=== Begin Enclosure ===
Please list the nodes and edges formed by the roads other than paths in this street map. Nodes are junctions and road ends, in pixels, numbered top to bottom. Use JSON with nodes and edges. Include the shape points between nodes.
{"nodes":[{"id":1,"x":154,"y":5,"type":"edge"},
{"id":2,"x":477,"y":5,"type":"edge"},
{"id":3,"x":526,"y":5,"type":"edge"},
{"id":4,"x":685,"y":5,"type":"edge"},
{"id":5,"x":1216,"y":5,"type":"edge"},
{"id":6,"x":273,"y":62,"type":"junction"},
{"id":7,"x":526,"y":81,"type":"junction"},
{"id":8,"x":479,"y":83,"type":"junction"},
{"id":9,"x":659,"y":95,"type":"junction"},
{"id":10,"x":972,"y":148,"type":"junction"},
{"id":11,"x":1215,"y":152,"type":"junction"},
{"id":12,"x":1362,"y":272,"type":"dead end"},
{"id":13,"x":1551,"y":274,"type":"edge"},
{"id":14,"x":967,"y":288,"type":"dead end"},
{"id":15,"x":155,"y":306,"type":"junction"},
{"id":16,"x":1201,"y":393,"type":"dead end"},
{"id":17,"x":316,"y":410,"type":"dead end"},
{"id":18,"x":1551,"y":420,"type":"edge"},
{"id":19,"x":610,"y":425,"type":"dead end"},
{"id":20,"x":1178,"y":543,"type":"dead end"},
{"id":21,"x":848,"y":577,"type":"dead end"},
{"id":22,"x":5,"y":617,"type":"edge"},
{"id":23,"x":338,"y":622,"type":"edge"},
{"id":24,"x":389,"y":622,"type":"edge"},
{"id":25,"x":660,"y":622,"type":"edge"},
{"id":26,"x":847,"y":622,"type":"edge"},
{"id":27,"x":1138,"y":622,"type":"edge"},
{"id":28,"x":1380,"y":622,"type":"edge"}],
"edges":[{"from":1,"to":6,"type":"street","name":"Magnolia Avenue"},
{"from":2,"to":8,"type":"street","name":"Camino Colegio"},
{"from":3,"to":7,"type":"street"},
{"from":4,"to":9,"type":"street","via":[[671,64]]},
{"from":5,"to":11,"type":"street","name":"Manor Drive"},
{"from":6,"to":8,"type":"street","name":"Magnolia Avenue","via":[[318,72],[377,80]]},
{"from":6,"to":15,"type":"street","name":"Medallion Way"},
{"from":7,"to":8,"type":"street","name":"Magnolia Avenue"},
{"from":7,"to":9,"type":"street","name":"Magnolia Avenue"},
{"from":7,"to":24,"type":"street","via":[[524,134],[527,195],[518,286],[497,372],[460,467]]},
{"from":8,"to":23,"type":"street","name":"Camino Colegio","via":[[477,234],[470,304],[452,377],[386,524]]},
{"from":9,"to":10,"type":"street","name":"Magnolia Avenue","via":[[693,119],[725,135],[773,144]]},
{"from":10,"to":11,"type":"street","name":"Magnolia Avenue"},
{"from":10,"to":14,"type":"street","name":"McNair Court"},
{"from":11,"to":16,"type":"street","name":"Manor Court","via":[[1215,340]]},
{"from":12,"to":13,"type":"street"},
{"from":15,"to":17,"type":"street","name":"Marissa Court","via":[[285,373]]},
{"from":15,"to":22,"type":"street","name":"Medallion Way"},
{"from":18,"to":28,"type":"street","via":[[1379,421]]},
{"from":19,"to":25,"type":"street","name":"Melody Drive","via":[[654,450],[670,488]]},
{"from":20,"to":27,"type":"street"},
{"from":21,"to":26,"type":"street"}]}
=== End Enclosure ===
Activity
Select every line in the material above where the string "Magnolia" occurs, and copy it.

Response to the task
"edges":[{"from":1,"to":6,"type":"street","name":"Magnolia Avenue"},
{"from":6,"to":8,"type":"street","name":"Magnolia Avenue","via":[[318,72],[377,80]]},
{"from":7,"to":8,"type":"street","name":"Magnolia Avenue"},
{"from":7,"to":9,"type":"street","name":"Magnolia Avenue"},
{"from":9,"to":10,"type":"street","name":"Magnolia Avenue","via":[[693,119],[725,135],[773,144]]},
{"from":10,"to":11,"type":"street","name":"Magnolia Avenue"},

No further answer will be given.